#### Input

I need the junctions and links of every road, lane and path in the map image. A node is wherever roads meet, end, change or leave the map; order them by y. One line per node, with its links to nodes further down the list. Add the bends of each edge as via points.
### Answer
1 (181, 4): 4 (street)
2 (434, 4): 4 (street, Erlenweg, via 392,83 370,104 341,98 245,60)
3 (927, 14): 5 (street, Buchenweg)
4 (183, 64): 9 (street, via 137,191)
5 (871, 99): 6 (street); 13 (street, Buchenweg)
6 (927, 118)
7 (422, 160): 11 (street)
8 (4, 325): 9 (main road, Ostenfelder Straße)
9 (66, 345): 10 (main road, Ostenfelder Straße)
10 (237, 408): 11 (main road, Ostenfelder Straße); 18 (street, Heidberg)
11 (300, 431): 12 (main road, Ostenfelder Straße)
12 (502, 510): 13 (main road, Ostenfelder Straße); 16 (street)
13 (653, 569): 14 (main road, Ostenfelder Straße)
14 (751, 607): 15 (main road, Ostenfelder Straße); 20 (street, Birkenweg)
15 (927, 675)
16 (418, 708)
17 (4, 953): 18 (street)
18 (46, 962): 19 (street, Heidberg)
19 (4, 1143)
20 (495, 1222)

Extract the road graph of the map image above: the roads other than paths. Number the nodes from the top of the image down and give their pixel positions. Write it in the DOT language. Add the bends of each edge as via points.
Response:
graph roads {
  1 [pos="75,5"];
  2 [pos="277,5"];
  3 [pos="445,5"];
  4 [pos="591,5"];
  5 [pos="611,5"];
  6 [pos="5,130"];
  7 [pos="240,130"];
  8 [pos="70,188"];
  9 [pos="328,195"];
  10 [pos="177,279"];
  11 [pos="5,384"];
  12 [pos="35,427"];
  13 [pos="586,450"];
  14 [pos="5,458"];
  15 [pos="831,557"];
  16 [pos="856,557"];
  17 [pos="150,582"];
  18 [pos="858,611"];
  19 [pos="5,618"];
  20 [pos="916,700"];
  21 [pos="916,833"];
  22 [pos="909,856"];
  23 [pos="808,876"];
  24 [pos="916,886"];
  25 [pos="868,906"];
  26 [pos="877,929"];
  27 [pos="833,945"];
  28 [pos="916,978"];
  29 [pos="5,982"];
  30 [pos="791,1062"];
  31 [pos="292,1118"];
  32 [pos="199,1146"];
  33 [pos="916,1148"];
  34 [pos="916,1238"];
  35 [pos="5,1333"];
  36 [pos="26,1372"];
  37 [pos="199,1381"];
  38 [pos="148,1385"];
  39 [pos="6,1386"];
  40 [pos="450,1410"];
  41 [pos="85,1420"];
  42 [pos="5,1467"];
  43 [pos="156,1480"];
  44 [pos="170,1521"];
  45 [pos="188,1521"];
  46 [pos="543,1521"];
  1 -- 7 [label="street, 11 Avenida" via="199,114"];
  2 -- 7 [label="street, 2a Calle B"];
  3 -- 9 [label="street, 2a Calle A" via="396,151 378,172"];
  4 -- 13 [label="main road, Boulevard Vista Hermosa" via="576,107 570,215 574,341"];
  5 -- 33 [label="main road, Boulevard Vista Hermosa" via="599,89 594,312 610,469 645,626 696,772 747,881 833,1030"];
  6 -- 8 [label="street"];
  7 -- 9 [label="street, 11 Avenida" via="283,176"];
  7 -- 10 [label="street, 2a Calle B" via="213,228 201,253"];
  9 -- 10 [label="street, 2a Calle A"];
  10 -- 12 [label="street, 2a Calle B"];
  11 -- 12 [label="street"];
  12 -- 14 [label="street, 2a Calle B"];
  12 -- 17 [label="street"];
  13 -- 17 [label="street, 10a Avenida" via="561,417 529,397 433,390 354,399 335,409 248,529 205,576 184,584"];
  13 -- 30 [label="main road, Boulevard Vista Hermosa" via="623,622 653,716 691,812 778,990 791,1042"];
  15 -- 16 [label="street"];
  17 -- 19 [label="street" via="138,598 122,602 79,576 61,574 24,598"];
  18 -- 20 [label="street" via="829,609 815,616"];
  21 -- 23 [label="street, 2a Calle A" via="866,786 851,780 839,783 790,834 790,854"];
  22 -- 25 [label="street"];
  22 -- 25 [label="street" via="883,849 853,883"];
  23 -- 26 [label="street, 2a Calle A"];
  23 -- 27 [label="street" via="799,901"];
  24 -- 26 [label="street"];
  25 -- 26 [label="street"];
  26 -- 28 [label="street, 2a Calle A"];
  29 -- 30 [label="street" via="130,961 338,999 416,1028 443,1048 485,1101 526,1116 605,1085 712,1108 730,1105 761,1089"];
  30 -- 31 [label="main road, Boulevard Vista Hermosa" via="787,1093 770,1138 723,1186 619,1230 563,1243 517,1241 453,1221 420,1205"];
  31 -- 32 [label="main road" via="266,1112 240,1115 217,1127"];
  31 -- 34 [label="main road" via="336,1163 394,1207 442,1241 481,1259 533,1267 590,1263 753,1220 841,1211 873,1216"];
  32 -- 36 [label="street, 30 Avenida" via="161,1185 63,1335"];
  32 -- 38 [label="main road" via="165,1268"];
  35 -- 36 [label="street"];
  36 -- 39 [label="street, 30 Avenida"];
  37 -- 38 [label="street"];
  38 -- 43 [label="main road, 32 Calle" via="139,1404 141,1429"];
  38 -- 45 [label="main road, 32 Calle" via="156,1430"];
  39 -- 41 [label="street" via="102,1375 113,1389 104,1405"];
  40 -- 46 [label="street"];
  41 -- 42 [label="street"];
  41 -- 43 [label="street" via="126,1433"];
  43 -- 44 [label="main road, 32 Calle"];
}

########

Brief:
In the records above, find each line with the word "graph" and copy it out.

Answer for this exercise:
Extract the road graph of the map image above: the roads other than paths. Number the nodes from the top of the image down and give their pixel positions. Write it in the DOT language. Add the bends of each edge as via points.
graph roads {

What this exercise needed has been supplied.